The impossibility of this statement, however, is not the reason we have failed to meet it, for then we would have had to understand what it would mean. If we had indeed understood it, we would not be faced as we are by the figure of the sycophant. The sycophant is to the disciple what the sophist has been to the philosopher: he is the one for whom the master has set the agenda. The task of the philosopher is to give the “Hegelian reading” of anyone or anything else, or to demonstrate that Althusser says it better than Foucault.

2. It has often been said that the discipline of philosophy is masturbatory—the ideology of philosophy according to which philosophy is itself the unconditioned (with which it competes with myth to seek) at best leaves the rest of the world alone and, at worst, banishes it from its domain (as body, as material, as phenomena, as science, etc). The philosopher needs no scientific knowledge to condemn science as techne, for example, since scientific knowledge qua science is “empirical”.
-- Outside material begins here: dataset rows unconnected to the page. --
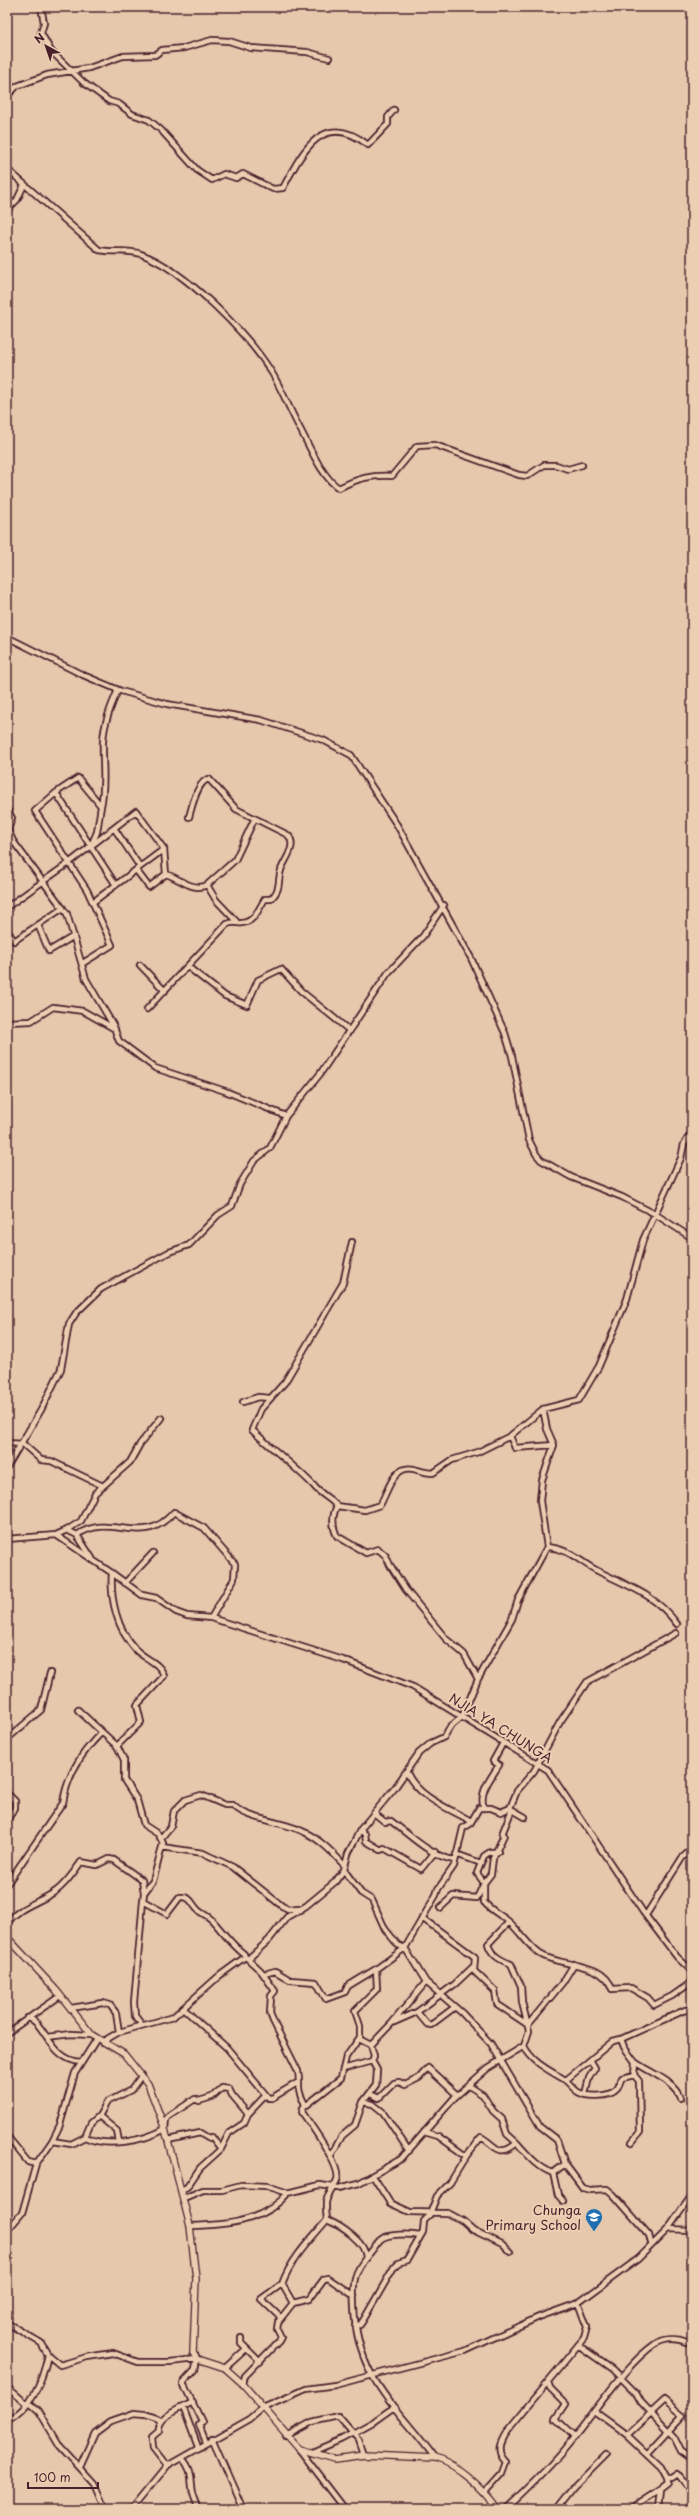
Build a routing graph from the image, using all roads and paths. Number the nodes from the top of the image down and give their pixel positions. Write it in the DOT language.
graph roads {
  1 [pos="41,7"];
  2 [pos="329,58"];
  3 [pos="70,70"];
  4 [pos="7,96"];
  5 [pos="394,110"];
  6 [pos="7,169"];
  7 [pos="24,185"];
  8 [pos="7,210"];
  9 [pos="582,465"];
  10 [pos="7,637"];
  11 [pos="118,690"];
  12 [pos="56,793"];
  13 [pos="101,806"];
  14 [pos="7,810"];
  15 [pos="189,817"];
  16 [pos="254,820"];
  17 [pos="114,828"];
  18 [pos="91,846"];
  19 [pos="164,849"];
  20 [pos="69,863"];
  21 [pos="138,868"];
  22 [pos="166,874"];
  23 [pos="43,881"];
  24 [pos="116,885"];
  25 [pos="207,885"];
  26 [pos="93,902"];
  27 [pos="444,905"];
  28 [pos="7,907"];
  29 [pos="63,908"];
  30 [pos="236,921"];
  31 [pos="38,925"];
  32 [pos="7,930"];
  33 [pos="74,936"];
  34 [pos="83,963"];
  35 [pos="140,965"];
  36 [pos="188,967"];
  37 [pos="165,991"];
  38 [pos="147,1009"];
  39 [pos="7,1022"];
  40 [pos="115,1029"];
  41 [pos="350,1031"];
  42 [pos="286,1116"];
  43 [pos="692,1132"];
  44 [pos="655,1214"];
  45 [pos="692,1238"];
  46 [pos="352,1242"];
  47 [pos="270,1398"];
  48 [pos="243,1402"];
  49 [pos="543,1409"];
  50 [pos="161,1418"];
  51 [pos="510,1436"];
  52 [pos="7,1443"];
  53 [pos="19,1445"];
  54 [pos="554,1445"];
  55 [pos="7,1467"];
  56 [pos="103,1486"];
  57 [pos="338,1506"];
  58 [pos="66,1530"];
  59 [pos="56,1535"];
  60 [pos="77,1535"];
  61 [pos="7,1539"];
  62 [pos="547,1547"];
  63 [pos="153,1553"];
  64 [pos="92,1558"];
  65 [pos="112,1573"];
  66 [pos="125,1583"];
  67 [pos="211,1618"];
  68 [pos="678,1624"];
  69 [pos="676,1633"];
  70 [pos="50,1673"];
  71 [pos="478,1680"];
  72 [pos="78,1710"];
  73 [pos="462,1717"];
  74 [pos="101,1732"];
  75 [pos="8,1737"];
  76 [pos="503,1742"];
  77 [pos="117,1746"];
  78 [pos="536,1764"];
  79 [pos="407,1773"];
  80 [pos="7,1793"];
  81 [pos="484,1808"];
  82 [pos="510,1808"];
  83 [pos="375,1814"];
  84 [pos="525,1817"];
  85 [pos="7,1820"];
  86 [pos="471,1821"];
  87 [pos="360,1830"];
  88 [pos="161,1838"];
  89 [pos="162,1847"];
  90 [pos="692,1849"];
  91 [pos="435,1852"];
  92 [pos="498,1852"];
  93 [pos="456,1857"];
  94 [pos="481,1863"];
  95 [pos="345,1868"];
  96 [pos="484,1883"];
  97 [pos="7,1884"];
  98 [pos="144,1893"];
  99 [pos="143,1901"];
  100 [pos="440,1908"];
  101 [pos="301,1910"];
  102 [pos="646,1915"];
  103 [pos="422,1918"];
  104 [pos="509,1922"];
  105 [pos="7,1923"];
  106 [pos="7,1937"];
  107 [pos="405,1948"];
  108 [pos="247,1958"];
  109 [pos="574,1964"];
  110 [pos="474,1966"];
  111 [pos="376,1969"];
  112 [pos="692,1971"];
  113 [pos="264,1974"];
  114 [pos="426,1982"];
  115 [pos="692,1982"];
  116 [pos="441,1994"];
  117 [pos="60,1996"];
  118 [pos="455,2007"];
  119 [pos="71,2008"];
  120 [pos="184,2009"];
  121 [pos="692,2011"];
  122 [pos="417,2012"];
  123 [pos="28,2018"];
  124 [pos="392,2023"];
  125 [pos="142,2025"];
  126 [pos="528,2025"];
  127 [pos="119,2032"];
  128 [pos="7,2033"];
  129 [pos="47,2037"];
  130 [pos="97,2039"];
  131 [pos="359,2039"];
  132 [pos="621,2040"];
  133 [pos="371,2046"];
  134 [pos="524,2046"];
  135 [pos="499,2060"];
  136 [pos="372,2061"];
  137 [pos="591,2061"];
  138 [pos="81,2062"];
  139 [pos="635,2062"];
  140 [pos="343,2069"];
  141 [pos="142,2075"];
  142 [pos="634,2075"];
  143 [pos="566,2080"];
  144 [pos="298,2083"];
  145 [pos="469,2086"];
  146 [pos="370,2094"];
  147 [pos="585,2094"];
  148 [pos="266,2095"];
  149 [pos="455,2098"];
  150 [pos="681,2098"];
  151 [pos="363,2102"];
  152 [pos="303,2108"];
  153 [pos="248,2114"];
  154 [pos="99,2116"];
  155 [pos="165,2129"];
  156 [pos="424,2132"];
  157 [pos="7,2136"];
  158 [pos="85,2137"];
  159 [pos="52,2140"];
  160 [pos="168,2140"];
  161 [pos="119,2142"];
  162 [pos="632,2142"];
  163 [pos="517,2143"];
  164 [pos="221,2149"];
  165 [pos="408,2151"];
  166 [pos="331,2155"];
  167 [pos="467,2155"];
  168 [pos="36,2164"];
  169 [pos="565,2164"];
  170 [pos="553,2173"];
  171 [pos="373,2176"];
  172 [pos="332,2186"];
  173 [pos="181,2190"];
  174 [pos="288,2193"];
  175 [pos="692,2195"];
  176 [pos="184,2198"];
  177 [pos="563,2201"];
  178 [pos="429,2211"];
  179 [pos="327,2220"];
  180 [pos="190,2226"];
  181 [pos="668,2229"];
  182 [pos="692,2230"];
  183 [pos="7,2232"];
  184 [pos="420,2236"];
  185 [pos="651,2243"];
  186 [pos="510,2252"];
  187 [pos="366,2258"];
  188 [pos="282,2284"];
  189 [pos="354,2296"];
  190 [pos="293,2303"];
  191 [pos="578,2304"];
  192 [pos="281,2318"];
  193 [pos="7,2323"];
  194 [pos="355,2325"];
  195 [pos="241,2338"];
  196 [pos="687,2342"];
  197 [pos="578,2345"];
  198 [pos="246,2349"];
  199 [pos="48,2355"];
  200 [pos="198,2359"];
  201 [pos="260,2362"];
  202 [pos="225,2368"];
  203 [pos="372,2375"];
  204 [pos="621,2378"];
  205 [pos="548,2382"];
  206 [pos="243,2384"];
  207 [pos="7,2387"];
  208 [pos="193,2402"];
  209 [pos="28,2403"];
  210 [pos="183,2407"];
  211 [pos="394,2407"];
  212 [pos="263,2408"];
  213 [pos="594,2411"];
  214 [pos="650,2412"];
  215 [pos="162,2420"];
  216 [pos="7,2421"];
  217 [pos="668,2431"];
  218 [pos="353,2433"];
  219 [pos="626,2434"];
  220 [pos="286,2436"];
  221 [pos="575,2437"];
  222 [pos="212,2439"];
  223 [pos="206,2442"];
  224 [pos="198,2447"];
  225 [pos="299,2449"];
  226 [pos="310,2453"];
  227 [pos="607,2454"];
  228 [pos="647,2454"];
  229 [pos="364,2455"];
  230 [pos="182,2458"];
  231 [pos="434,2458"];
  232 [pos="692,2459"];
  233 [pos="80,2466"];
  234 [pos="167,2466"];
  235 [pos="667,2478"];
  236 [pos="660,2490"];
  237 [pos="485,2492"];
  238 [pos="692,2492"];
  239 [pos="105,2509"];
  240 [pos="132,2509"];
  241 [pos="198,2509"];
  242 [pos="243,2509"];
  243 [pos="345,2509"];
  244 [pos="498,2509"];
  245 [pos="506,2509"];
  246 [pos="557,2509"];
  247 [pos="632,2509"];
  248 [pos="658,2509"];
  1 -- 3 [label="street"];
  2 -- 3 [label="street"];
  3 -- 4 [label="street"];
  3 -- 5 [label="street"];
  6 -- 7 [label="street"];
  7 -- 8 [label="street"];
  7 -- 9 [label="street"];
  10 -- 11 [label="street"];
  11 -- 13 [label="street"];
  11 -- 27 [label="street"];
  12 -- 13 [label="street"];
  12 -- 18 [label="street"];
  12 -- 20 [label="street"];
  13 -- 18 [label="street"];
  14 -- 23 [label="street"];
  15 -- 16 [label="street"];
  16 -- 25 [label="street"];
  16 -- 30 [label="street"];
  17 -- 18 [label="street"];
  17 -- 19 [label="street"];
  17 -- 21 [label="street"];
  18 -- 20 [label="street"];
  18 -- 24 [label="street"];
  19 -- 21 [label="street"];
  19 -- 22 [label="street"];
  20 -- 23 [label="street"];
  20 -- 26 [label="street"];
  21 -- 22 [label="street"];
  21 -- 24 [label="street"];
  22 -- 25 [label="street"];
  23 -- 28 [label="street"];
  23 -- 29 [label="street"];
  24 -- 26 [label="street"];
  25 -- 30 [label="street"];
  26 -- 34 [label="street"];
  27 -- 41 [label="street"];
  27 -- 44 [label="street"];
  29 -- 31 [label="street"];
  29 -- 33 [label="street"];
  30 -- 36 [label="street"];
  31 -- 32 [label="street"];
  31 -- 33 [label="street"];
  33 -- 34 [label="street"];
  34 -- 40 [label="street"];
  35 -- 37 [label="street"];
  36 -- 37 [label="street"];
  36 -- 41 [label="street"];
  37 -- 38 [label="street"];
  39 -- 40 [label="street"];
  40 -- 42 [label="street"];
  41 -- 42 [label="street"];
  42 -- 53 [label="street"];
  43 -- 44 [label="street"];
  44 -- 45 [label="street"];
  44 -- 49 [label="street"];
  46 -- 47 [label="street"];
  47 -- 48 [label="street"];
  47 -- 57 [label="street"];
  49 -- 51 [label="street"];
  49 -- 54 [label="street"];
  50 -- 56 [label="street"];
  51 -- 54 [label="street"];
  51 -- 57 [label="street"];
  52 -- 53 [label="street"];
  53 -- 55 [label="street"];
  53 -- 56 [label="street"];
  54 -- 62 [label="street"];
  56 -- 58 [label="street"];
  57 -- 71 [label="street"];
  58 -- 59 [label="street"];
  58 -- 60 [label="street"];
  59 -- 61 [label="street"];
  59 -- 64 [label="street, NJIA YA CHUNGA"];
  60 -- 64 [label="street"];
  60 -- 67 [label="street"];
  62 -- 68 [label="street"];
  62 -- 71 [label="street"];
  63 -- 66 [label="street"];
  64 -- 65 [label="street, NJIA YA CHUNGA"];
  65 -- 66 [label="street, NJIA YA CHUNGA"];
  65 -- 77 [label="street"];
  66 -- 67 [label="street, NJIA YA CHUNGA"];
  67 -- 73 [label="street, NJIA YA CHUNGA"];
  69 -- 78 [label="street"];
  70 -- 75 [label="street"];
  71 -- 73 [label="street"];
  72 -- 74 [label="street"];
  73 -- 76 [label="street, NJIA YA CHUNGA"];
  73 -- 79 [label="street"];
  74 -- 77 [label="street"];
  74 -- 97 [label="street"];
  76 -- 78 [label="street, NJIA YA CHUNGA"];
  76 -- 81 [label="street"];
  77 -- 88 [label="street"];
  78 -- 82 [label="street"];
  78 -- 102 [label="street, NJIA YA CHUNGA"];
  79 -- 83 [label="street"];
  79 -- 86 [label="street"];
  80 -- 85 [label="street"];
  81 -- 82 [label="street"];
  81 -- 86 [label="street"];
  82 -- 84 [label="street"];
  82 -- 92 [label="street"];
  83 -- 87 [label="street"];
  83 -- 91 [label="street"];
  86 -- 93 [label="street"];
  87 -- 91 [label="street"];
  87 -- 95 [label="street"];
  88 -- 89 [label="street"];
  88 -- 95 [label="street"];
  89 -- 98 [label="street"];
  89 -- 101 [label="street"];
  90 -- 102 [label="street"];
  91 -- 93 [label="street"];
  92 -- 94 [label="street"];
  92 -- 96 [label="street"];
  93 -- 94 [label="street"];
  93 -- 103 [label="street"];
  94 -- 96 [label="street"];
  95 -- 101 [label="street"];
  95 -- 107 [label="street"];
  96 -- 100 [label="street"];
  96 -- 104 [label="street"];
  98 -- 99 [label="street"];
  98 -- 105 [label="street"];
  99 -- 108 [label="street"];
  99 -- 125 [label="street"];
  101 -- 108 [label="street"];
  102 -- 112 [label="street, NJIA YA CHUNGA"];
  103 -- 107 [label="street"];
  103 -- 110 [label="street"];
  104 -- 109 [label="street"];
  104 -- 126 [label="street"];
  106 -- 117 [label="street"];
  107 -- 111 [label="street"];
  107 -- 114 [label="street"];
  108 -- 113 [label="street"];
  108 -- 120 [label="street"];
  109 -- 115 [label="street"];
  109 -- 126 [label="street"];
  110 -- 116 [label="street"];
  110 -- 126 [label="street"];
  111 -- 113 [label="street"];
  111 -- 131 [label="street"];
  113 -- 144 [label="street"];
  114 -- 116 [label="street"];
  114 -- 124 [label="street"];
  116 -- 118 [label="street"];
  116 -- 122 [label="street"];
  117 -- 119 [label="street"];
  117 -- 123 [label="street"];
  118 -- 122 [label="street"];
  118 -- 135 [label="street"];
  119 -- 127 [label="street"];
  119 -- 130 [label="street"];
  120 -- 125 [label="street"];
  120 -- 148 [label="street"];
  121 -- 132 [label="street"];
  122 -- 124 [label="street"];
  123 -- 128 [label="street"];
  123 -- 129 [label="street"];
  124 -- 133 [label="street"];
  125 -- 127 [label="street"];
  126 -- 134 [label="street"];
  127 -- 130 [label="street"];
  129 -- 130 [label="street"];
  129 -- 138 [label="street"];
  130 -- 138 [label="street"];
  130 -- 141 [label="street"];
  131 -- 133 [label="street"];
  131 -- 140 [label="street"];
  132 -- 137 [label="street"];
  132 -- 139 [label="street"];
  133 -- 136 [label="street"];
  134 -- 135 [label="street"];
  134 -- 143 [label="street"];
  135 -- 145 [label="street"];
  135 -- 169 [label="street"];
  136 -- 140 [label="street"];
  136 -- 146 [label="street"];
  137 -- 143 [label="street"];
  137 -- 147 [label="street"];
  138 -- 159 [label="street"];
  139 -- 142 [label="street"];
  139 -- 150 [label="street"];
  140 -- 152 [label="street"];
  141 -- 154 [label="street"];
  141 -- 155 [label="street"];
  142 -- 147 [label="street"];
  142 -- 162 [label="street"];
  143 -- 147 [label="street"];
  144 -- 148 [label="street"];
  144 -- 152 [label="street"];
  145 -- 149 [label="street"];
  145 -- 163 [label="street"];
  146 -- 149 [label="street"];
  146 -- 151 [label="street"];
  148 -- 153 [label="street"];
  149 -- 156 [label="street"];
  151 -- 165 [label="street"];
  151 -- 166 [label="street"];
  152 -- 166 [label="street"];
  153 -- 155 [label="street"];
  153 -- 164 [label="street"];
  154 -- 158 [label="street"];
  154 -- 161 [label="street"];
  155 -- 160 [label="street"];
  155 -- 161 [label="street"];
  156 -- 165 [label="street"];
  156 -- 167 [label="street"];
  157 -- 168 [label="street"];
  158 -- 159 [label="street"];
  158 -- 161 [label="street"];
  159 -- 168 [label="street"];
  160 -- 164 [label="street"];
  160 -- 173 [label="street"];
  163 -- 167 [label="street"];
  163 -- 170 [label="street"];
  164 -- 173 [label="street"];
  165 -- 171 [label="street"];
  166 -- 172 [label="street"];
  167 -- 178 [label="street"];
  168 -- 183 [label="street"];
  169 -- 170 [label="street"];
  169 -- 185 [label="street"];
  170 -- 177 [label="street"];
  171 -- 172 [label="street"];
  171 -- 178 [label="street"];
  172 -- 174 [label="street"];
  172 -- 179 [label="street"];
  173 -- 176 [label="street"];
  174 -- 176 [label="street"];
  174 -- 180 [label="street"];
  175 -- 181 [label="street"];
  176 -- 180 [label="street"];
  178 -- 184 [label="street"];
  178 -- 186 [label="street"];
  179 -- 187 [label="street"];
  179 -- 188 [label="street"];
  180 -- 200 [label="street"];
  181 -- 182 [label="street"];
  181 -- 185 [label="street"];
  184 -- 187 [label="street"];
  184 -- 194 [label="street"];
  185 -- 191 [label="street"];
  187 -- 189 [label="street"];
  188 -- 190 [label="street"];
  188 -- 192 [label="street"];
  189 -- 190 [label="street"];
  189 -- 194 [label="street"];
  190 -- 192 [label="street"];
  191 -- 197 [label="street"];
  191 -- 203 [label="street"];
  192 -- 201 [label="street"];
  193 -- 199 [label="street"];
  194 -- 203 [label="street"];
  195 -- 198 [label="street"];
  196 -- 204 [label="street"];
  197 -- 204 [label="street"];
  197 -- 205 [label="street"];
  198 -- 201 [label="street"];
  198 -- 202 [label="street"];
  199 -- 200 [label="street"];
  199 -- 209 [label="street"];
  200 -- 202 [label="street"];
  200 -- 208 [label="street"];
  201 -- 206 [label="street"];
  202 -- 206 [label="street"];
  203 -- 211 [label="street"];
  203 -- 212 [label="street"];
  204 -- 213 [label="street"];
  204 -- 214 [label="street"];
  205 -- 221 [label="street"];
  205 -- 237 [label="street"];
  206 -- 212 [label="street"];
  207 -- 209 [label="street"];
  208 -- 210 [label="street"];
  208 -- 223 [label="street"];
  209 -- 216 [label="street"];
  209 -- 233 [label="street"];
  210 -- 215 [label="street"];
  210 -- 224 [label="street"];
  211 -- 218 [label="street"];
  211 -- 231 [label="street"];
  212 -- 220 [label="street"];
  212 -- 222 [label="street"];
  213 -- 219 [label="street"];
  213 -- 221 [label="street"];
  214 -- 217 [label="street"];
  214 -- 217 [label="street"];
  214 -- 219 [label="street"];
  215 -- 233 [label="street"];
  215 -- 234 [label="street"];
  217 -- 228 [label="street"];
  217 -- 232 [label="street"];
  218 -- 220 [label="street"];
  218 -- 226 [label="street"];
  218 -- 229 [label="street"];
  219 -- 228 [label="street"];
  220 -- 225 [label="street"];
  221 -- 245 [label="street"];
  222 -- 223 [label="street"];
  222 -- 242 [label="street"];
  223 -- 224 [label="street"];
  224 -- 230 [label="street"];
  225 -- 226 [label="street"];
  225 -- 243 [label="street"];
  226 -- 229 [label="street"];
  227 -- 246 [label="street"];
  228 -- 235 [label="street"];
  229 -- 231 [label="street"];
  230 -- 234 [label="street"];
  230 -- 241 [label="street"];
  231 -- 237 [label="street"];
  233 -- 239 [label="street"];
  234 -- 240 [label="street"];
  235 -- 236 [label="street"];
  235 -- 238 [label="street"];
  236 -- 247 [label="street"];
  236 -- 248 [label="street"];
  237 -- 244 [label="street"];
}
Yet this is not quite right. Philosophy is masturbatory insofar as it is narcissistic. Narcissus’ sexuality requires dislocation for him to be the object of his own desire. In philosophy this takes the form of the bibliography.

3. What, then, is the alternative? Are we faced with an impossible imperative? We do impossible things all the time, however: we love another, we move beyond the death of a parent, we make a promise, we overlook an offense to our pride. What does it take to do these things? It is precisely what is required to perform the image of thought.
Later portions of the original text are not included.